The experience in the dream is a kind of experience where there is no “I” or where there is no identification with the ego. But the pain is there but there is no realization that I am going through the pain… it is only the pain that is there. For example I am dreaming that my examination is after 2 days and I have not prepared anything and I am sweating and panicking. I am suffering. But actually I say I am suffering because it is only when I wake up I think I suffered as I superimpose the dream-events with the help of memory on to my indentificaton of self. So memory helps in meta-cognition but doesn’t mean that memory is the only essential ingredient to give birth to meta-cognition.
As already stated, memory is there in the dream which actually creates a dream event that is based on some fear or other feelings in the actual waking state and waking memory. So that which feeds on to the dream is basically the memory.
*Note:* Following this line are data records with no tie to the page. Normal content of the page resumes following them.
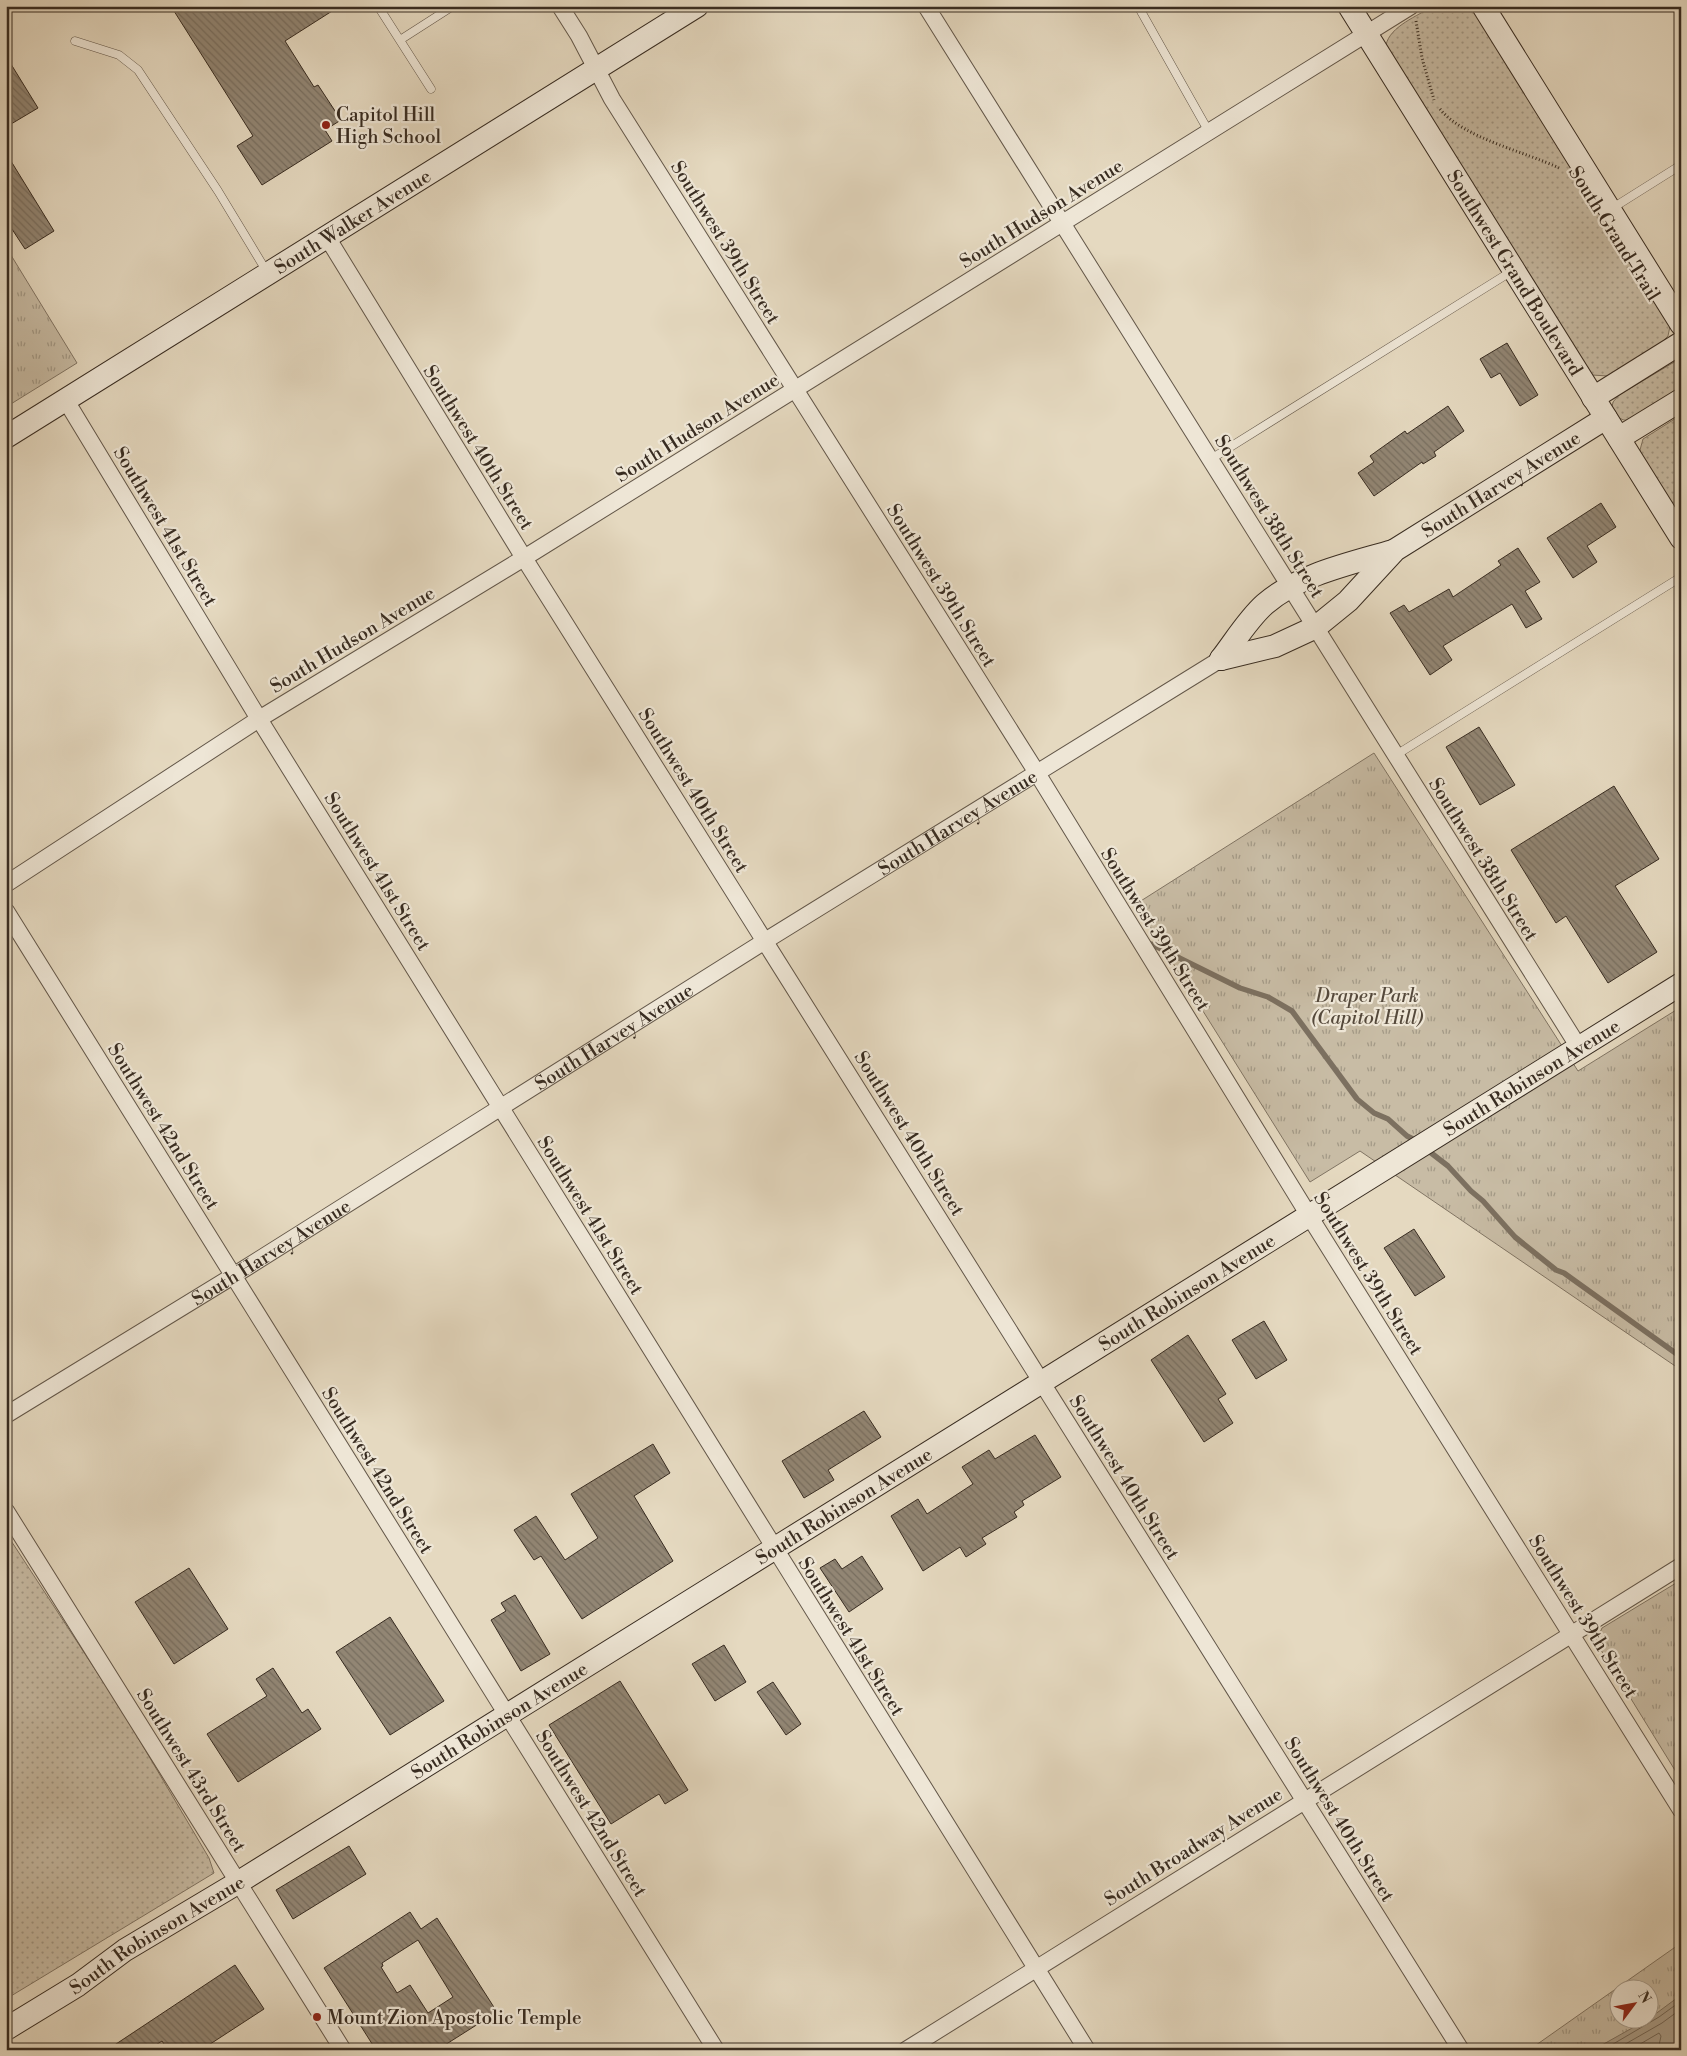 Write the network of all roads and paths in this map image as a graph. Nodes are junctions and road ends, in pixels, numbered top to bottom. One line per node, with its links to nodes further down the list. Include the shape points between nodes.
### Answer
1 (378, 6): 12 (lane)
2 (453, 6): 12 (lane)
3 (560, 6): 13 (street, Southwest 39th Street)
4 (697, 6): 13 (street, South Walker Avenue)
5 (926, 6): 19 (street, Southwest 38th Street)
6 (1138, 6): 15 (lane)
7 (1349, 6): 10 (street, Southwest Grand Boulevard)
8 (1483, 6): 18 (street)
9 (1410, 7): 10 (street, South Hudson Avenue); 17 (path, South Grand Trail, via 1418,26 1422,58 1433,97 1447,117 1478,135 1548,163)
10 (1366, 34): 15 (street, South Hudson Avenue); 21 (street, Southwest Grand Boulevard)
11 (75, 40): 22 (lane, via 119,55 138,70)
12 (400, 40): 14 (lane)
13 (596, 69): 20 (street, South Walker Avenue); 25 (street, Southwest 39th Street)
14 (431, 89)
15 (1209, 132): 19 (street, South Hudson Avenue)
16 (1681, 166): 18 (lane)
17 (1563, 173)
18 (1610, 210): 23 (street)
19 (1063, 223): 25 (street, South Hudson Avenue); 32 (street, Southwest 38th Street)
20 (327, 237): 22 (street, South Walker Avenue); 35 (street, Southwest 40th Street)
21 (1513, 270): 26 (street, Southwest Grand Boulevard); 32 (lane)
22 (268, 274): 27 (street, South Walker Avenue)
23 (1681, 324)
24 (1681, 343): 26 (street)
25 (796, 389): 35 (street, South Hudson Avenue); 42 (street, Southwest 39th Street)
26 (1593, 398): 29 (street, Southwest Grand Boulevard)
27 (65, 399): 30 (street, South Walker Avenue); 40 (street, Southwest 41st Street)
28 (1681, 400): 31 (street)
29 (1606, 418): 31 (street, Southwest Grand Boulevard); 34 (street, South Harvey Avenue)
30 (6, 437)
31 (1618, 438): 33 (street, Southwest Grand Boulevard)
32 (1211, 460): 37 (street, Southwest 38th Street)
33 (1681, 538)
34 (1395, 550): 37 (street, South Harvey Avenue, via 1320,573); 38 (street, South Harvey Avenue, via 1348,601)
35 (524, 558): 40 (street, South Hudson Avenue); 45 (street, Southwest 40th Street)
36 (1681, 577): 41 (lane)
37 (1291, 588): 38 (street, Southwest 38th Street); 39 (street, South Harvey Avenue, via 1264,606)
38 (1316, 627): 39 (street, South Harvey Avenue, via 1276,646); 41 (street, Southwest 38th Street)
39 (1222, 659): 42 (street, South Harvey Avenue)
40 (259, 719): 43 (street, South Hudson Avenue); 48 (street, Southwest 41st Street)
41 (1396, 755): 47 (street, Southwest 38th Street)
42 (1037, 773): 45 (street, South Harvey Avenue); 49 (street, Southwest 39th Street)
43 (6, 884)
44 (6, 911): 50 (street, Southwest 42nd Street)
45 (765, 940): 48 (street, South Harvey Avenue); 51 (street, Southwest 40th Street)
46 (1681, 984): 47 (street, South Robinson Avenue)
47 (1578, 1046): 49 (street, South Robinson Avenue)
48 (501, 1107): 50 (street, South Harvey Avenue); 54 (street, Southwest 41st Street)
49 (1308, 1214): 51 (street, South Robinson Avenue); 56 (street, Southwest 39th Street)
50 (233, 1276): 52 (street, South Harvey Avenue); 57 (street, Southwest 42nd Street)
51 (1041, 1381): 54 (street, South Robinson Avenue); 58 (street, Southwest 40th Street)
52 (6, 1415)
53 (6, 1512): 60 (street, Southwest 43rd Street)
54 (773, 1548): 57 (street, South Robinson Avenue); 61 (street, Southwest 41st Street)
55 (1681, 1566): 56 (street, South Broadway Avenue)
56 (1572, 1633): 58 (street, South Broadway Avenue); 59 (street, Southwest 39th Street)
57 (507, 1714): 60 (street, South Robinson Avenue); 64 (street, Southwest 42nd Street)
58 (1305, 1800): 61 (street, South Broadway Avenue); 67 (street, Southwest 40th Street)
59 (1681, 1810)
60 (239, 1882): 62 (street, South Robinson Avenue, via 125,1950 78,1985); 63 (street, Southwest 43rd Street)
61 (1036, 1969): 65 (street, South Broadway Avenue); 66 (street, Southwest 41st Street)
62 (6, 2029)
63 (343, 2050)
64 (716, 2050)
65 (906, 2050)
66 (1087, 2050)
67 (1461, 2050)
Now if I remove memory then I will not dream as well because if I remove memory, then there will be no recalling of emotion or feeling in my sleeping state which was in the very beginning giving rise to the dream.
So you can see that removal of memory also removes the anxiety-filled dream and you can say that it reduces suffering. Does it not look like suffering and pain of the mind is related to memory only then?
If we think a little bit deeper, we will find that in the waking state, it is not possible to get rid of memory and therefore the chatterbox of our mind is always on. Because memory is the engine that fuels the birth of endless thoughts.
When we are very much absorbed in something which we love to do, we have noticed that how time flies. Or in other words, it is also called that one is in flow in these situations. Is it not true that in such situations, we have managed to bypass the memory as well as the “I” or the “ego” feeling (that I am doing something) and therefore we are just submerged into the activity we are doing completely, thereby losing the track of time.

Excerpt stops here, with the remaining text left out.